# SUPPLIED MATERIAL

───

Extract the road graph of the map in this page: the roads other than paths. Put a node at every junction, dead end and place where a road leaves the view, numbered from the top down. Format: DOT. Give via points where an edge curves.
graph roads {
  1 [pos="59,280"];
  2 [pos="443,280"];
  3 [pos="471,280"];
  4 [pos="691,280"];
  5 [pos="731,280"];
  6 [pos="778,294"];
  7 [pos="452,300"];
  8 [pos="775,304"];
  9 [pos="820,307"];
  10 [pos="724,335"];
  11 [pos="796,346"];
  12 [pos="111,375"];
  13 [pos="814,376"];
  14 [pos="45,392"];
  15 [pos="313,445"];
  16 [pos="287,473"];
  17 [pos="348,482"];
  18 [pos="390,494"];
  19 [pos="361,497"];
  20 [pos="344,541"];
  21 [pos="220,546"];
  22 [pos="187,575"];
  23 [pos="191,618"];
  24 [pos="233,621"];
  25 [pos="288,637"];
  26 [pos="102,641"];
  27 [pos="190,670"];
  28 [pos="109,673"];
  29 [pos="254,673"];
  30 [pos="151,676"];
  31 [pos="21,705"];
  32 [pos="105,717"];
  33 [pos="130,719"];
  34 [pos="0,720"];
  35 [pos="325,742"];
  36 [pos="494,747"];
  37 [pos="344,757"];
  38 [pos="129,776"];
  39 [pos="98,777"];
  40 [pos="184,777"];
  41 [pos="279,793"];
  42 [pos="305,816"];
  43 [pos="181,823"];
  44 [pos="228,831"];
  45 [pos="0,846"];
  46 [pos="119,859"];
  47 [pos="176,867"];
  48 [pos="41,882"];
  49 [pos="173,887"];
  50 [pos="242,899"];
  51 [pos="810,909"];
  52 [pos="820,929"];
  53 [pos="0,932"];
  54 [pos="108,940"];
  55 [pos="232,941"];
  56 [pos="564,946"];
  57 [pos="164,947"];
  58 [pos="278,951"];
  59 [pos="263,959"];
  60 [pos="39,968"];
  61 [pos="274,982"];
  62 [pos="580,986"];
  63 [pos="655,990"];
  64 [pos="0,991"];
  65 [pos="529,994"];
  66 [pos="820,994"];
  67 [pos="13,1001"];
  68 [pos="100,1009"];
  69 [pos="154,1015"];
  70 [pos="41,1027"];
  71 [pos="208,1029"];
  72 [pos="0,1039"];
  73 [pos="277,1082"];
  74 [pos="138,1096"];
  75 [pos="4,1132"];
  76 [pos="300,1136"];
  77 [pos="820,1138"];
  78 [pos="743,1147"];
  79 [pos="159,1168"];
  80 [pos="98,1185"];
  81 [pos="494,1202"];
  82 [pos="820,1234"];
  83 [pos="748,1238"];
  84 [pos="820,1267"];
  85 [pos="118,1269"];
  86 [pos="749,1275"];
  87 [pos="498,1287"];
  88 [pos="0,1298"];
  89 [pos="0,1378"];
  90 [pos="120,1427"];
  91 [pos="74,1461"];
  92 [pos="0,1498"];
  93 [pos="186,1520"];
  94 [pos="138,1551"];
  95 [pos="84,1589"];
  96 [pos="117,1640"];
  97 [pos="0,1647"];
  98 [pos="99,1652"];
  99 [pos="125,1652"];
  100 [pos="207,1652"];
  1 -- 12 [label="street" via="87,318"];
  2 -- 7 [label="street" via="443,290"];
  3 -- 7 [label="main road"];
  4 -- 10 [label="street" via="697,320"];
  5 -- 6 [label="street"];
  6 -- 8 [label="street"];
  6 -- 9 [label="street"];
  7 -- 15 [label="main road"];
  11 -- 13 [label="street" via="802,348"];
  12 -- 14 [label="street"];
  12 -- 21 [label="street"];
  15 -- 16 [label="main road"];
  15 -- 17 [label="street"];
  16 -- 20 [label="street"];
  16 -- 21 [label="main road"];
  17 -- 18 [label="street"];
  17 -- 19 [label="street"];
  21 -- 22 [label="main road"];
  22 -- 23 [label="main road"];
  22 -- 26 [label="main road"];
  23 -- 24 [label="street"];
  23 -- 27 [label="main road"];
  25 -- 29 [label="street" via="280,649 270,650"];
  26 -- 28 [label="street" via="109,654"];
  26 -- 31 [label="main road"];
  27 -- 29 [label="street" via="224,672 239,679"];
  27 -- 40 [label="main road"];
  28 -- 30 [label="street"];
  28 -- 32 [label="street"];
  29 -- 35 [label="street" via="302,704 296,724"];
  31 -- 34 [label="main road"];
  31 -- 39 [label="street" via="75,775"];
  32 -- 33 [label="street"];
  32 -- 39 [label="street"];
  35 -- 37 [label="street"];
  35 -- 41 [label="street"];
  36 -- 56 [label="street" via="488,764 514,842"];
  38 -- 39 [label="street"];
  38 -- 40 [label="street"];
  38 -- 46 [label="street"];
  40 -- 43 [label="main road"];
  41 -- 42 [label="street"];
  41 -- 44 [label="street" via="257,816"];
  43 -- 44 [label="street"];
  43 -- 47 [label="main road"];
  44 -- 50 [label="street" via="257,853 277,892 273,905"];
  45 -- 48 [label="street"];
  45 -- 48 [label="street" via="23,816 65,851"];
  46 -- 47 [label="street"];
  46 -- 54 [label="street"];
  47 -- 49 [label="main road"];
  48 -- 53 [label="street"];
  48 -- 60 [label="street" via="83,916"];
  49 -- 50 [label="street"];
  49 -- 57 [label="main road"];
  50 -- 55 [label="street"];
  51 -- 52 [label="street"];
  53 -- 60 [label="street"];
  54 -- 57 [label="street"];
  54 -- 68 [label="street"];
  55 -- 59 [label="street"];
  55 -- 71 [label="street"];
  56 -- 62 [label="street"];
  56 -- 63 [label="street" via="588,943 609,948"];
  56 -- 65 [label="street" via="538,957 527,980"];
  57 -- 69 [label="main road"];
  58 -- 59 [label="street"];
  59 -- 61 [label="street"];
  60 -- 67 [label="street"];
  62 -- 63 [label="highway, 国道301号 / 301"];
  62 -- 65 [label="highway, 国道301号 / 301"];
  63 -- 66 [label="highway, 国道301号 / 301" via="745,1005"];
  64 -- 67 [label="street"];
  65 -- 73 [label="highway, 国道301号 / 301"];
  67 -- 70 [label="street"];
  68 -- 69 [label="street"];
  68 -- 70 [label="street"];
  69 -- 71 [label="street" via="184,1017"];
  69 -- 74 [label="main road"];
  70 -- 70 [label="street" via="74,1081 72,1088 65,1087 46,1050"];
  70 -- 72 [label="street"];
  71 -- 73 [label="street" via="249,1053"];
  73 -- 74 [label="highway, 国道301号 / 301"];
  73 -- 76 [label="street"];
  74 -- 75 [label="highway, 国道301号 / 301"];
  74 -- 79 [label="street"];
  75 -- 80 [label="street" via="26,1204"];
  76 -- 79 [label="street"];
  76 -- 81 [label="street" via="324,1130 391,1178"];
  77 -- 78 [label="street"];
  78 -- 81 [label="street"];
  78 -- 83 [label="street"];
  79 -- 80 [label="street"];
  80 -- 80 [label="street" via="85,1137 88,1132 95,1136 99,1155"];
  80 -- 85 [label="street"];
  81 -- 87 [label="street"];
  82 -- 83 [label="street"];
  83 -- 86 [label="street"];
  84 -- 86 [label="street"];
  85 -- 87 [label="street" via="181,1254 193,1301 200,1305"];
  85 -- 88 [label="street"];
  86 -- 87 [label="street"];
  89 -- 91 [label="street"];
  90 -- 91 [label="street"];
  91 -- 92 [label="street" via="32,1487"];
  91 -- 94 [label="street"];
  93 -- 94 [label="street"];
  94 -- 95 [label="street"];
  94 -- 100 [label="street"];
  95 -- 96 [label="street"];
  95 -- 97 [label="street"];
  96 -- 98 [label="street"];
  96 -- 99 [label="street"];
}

───

# TASK GOAL
When the word "roads" shows up in a line of the entries, pull that line out.

# SOLUTION
Extract the road graph of the map in this page: the roads other than paths. Put a node at every junction, dead end and place where a road leaves the view, numbered from the top down. Format: DOT. Give via points where an edge curves.
graph roads {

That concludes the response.